A questo allude Pietropolli Charmet quando parla delle necessità d’imparare a simbolizzare: questa attività consente di costruire il proprio sé attraverso la scrittura di un copione che, superando le istanze infantili, permette all’adolescente di immaginarsi il ruolo che vuole ottenere nel gruppo e nella società: riconoscimento, stima, efficacia, ammirazione, buone relazioni creative. L’afasia simbolica, l’incapacità di costruire narrazioni positive su di sé e sul proprio posto nel contesto di riferimento è alla base dei comportamenti devianti che assumono connotazioni varie e variamente pericolose: dalla manipolazione del corpo all’anoressia, al bullismo, al consumo di alcool e droga.
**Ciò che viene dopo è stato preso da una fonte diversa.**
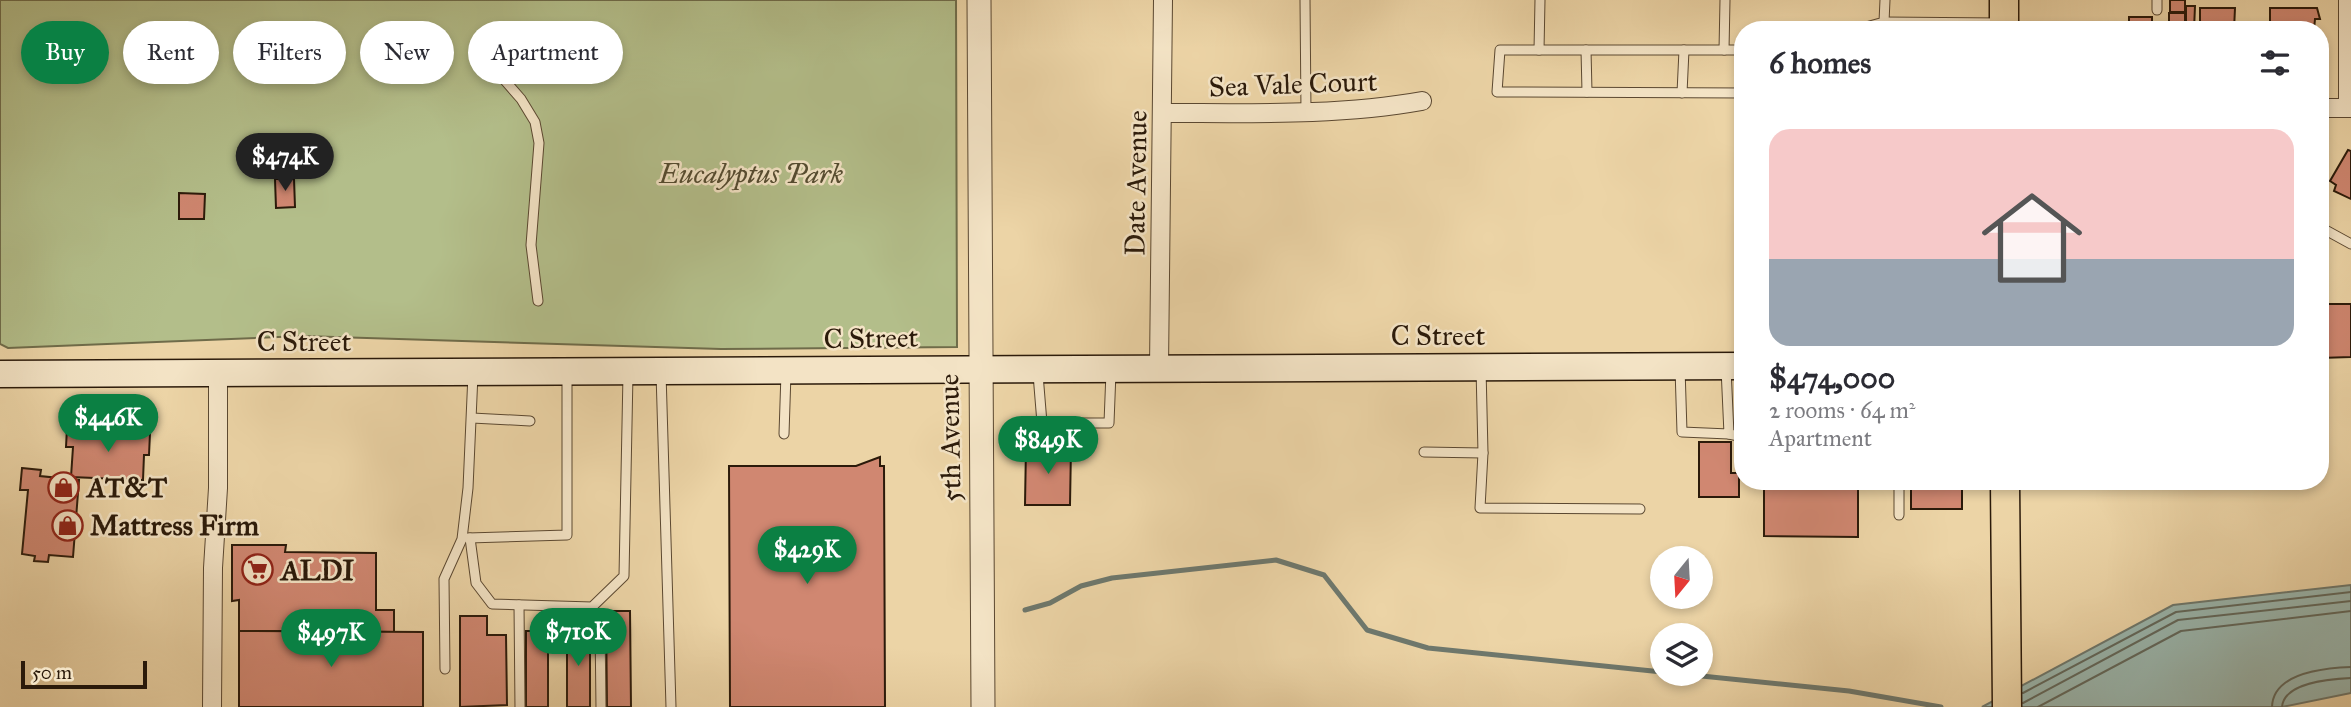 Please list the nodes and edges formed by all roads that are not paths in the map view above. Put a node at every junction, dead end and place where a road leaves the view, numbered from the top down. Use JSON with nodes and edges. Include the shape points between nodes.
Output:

Tali scelte denotano un arresto nell’attività di simbolizzazione nella positiva assunzione di una nuova immagine di sé e del futuro, delle trasformazioni del proprio corpo. In questo ambito devono funzionare, per disinnescare questa paralisi dolorosa e sbloccare la fecondità, tutte le agenzie che possono riattivare processi di immaginazione creativa. L’autorevole studioso riconosce alla scuola una dignità che forse non ha mai davvero saputo di avere quando afferma che «una scuola senza significato simbolico è solo un edificio in cui  al mattino ci s’incontra con tutti e si decide il da farsi». La scuola non è un contenitore vuoto da riempire di pratiche, ma dovrebbe offrire strumenti per produrre senso. In questo consiste l’arte di educare attraverso il corredo disciplinare e la genialità propria ad ogni disciplina, sono i formatori per primi ad auto educarsi al senso artistico di quello che fanno recuperandone il valore intensamente vitale e creativo, trasformando le lezioni in momenti privilegiati di contatto affettivamente caldo con autori e pensatori che hanno contribuito ad illustrare la condizione umana, praticando l’arte della simbolizzazione: è al potere rigenerante dell’emozione artistica della grande letteratura, del pensiero filosofico e scientifico che occorre introdurre i giovani perché possano imparare a costruire il loro personale percorso di senso, a partire dai loro vissuti e dai loro sentimenti.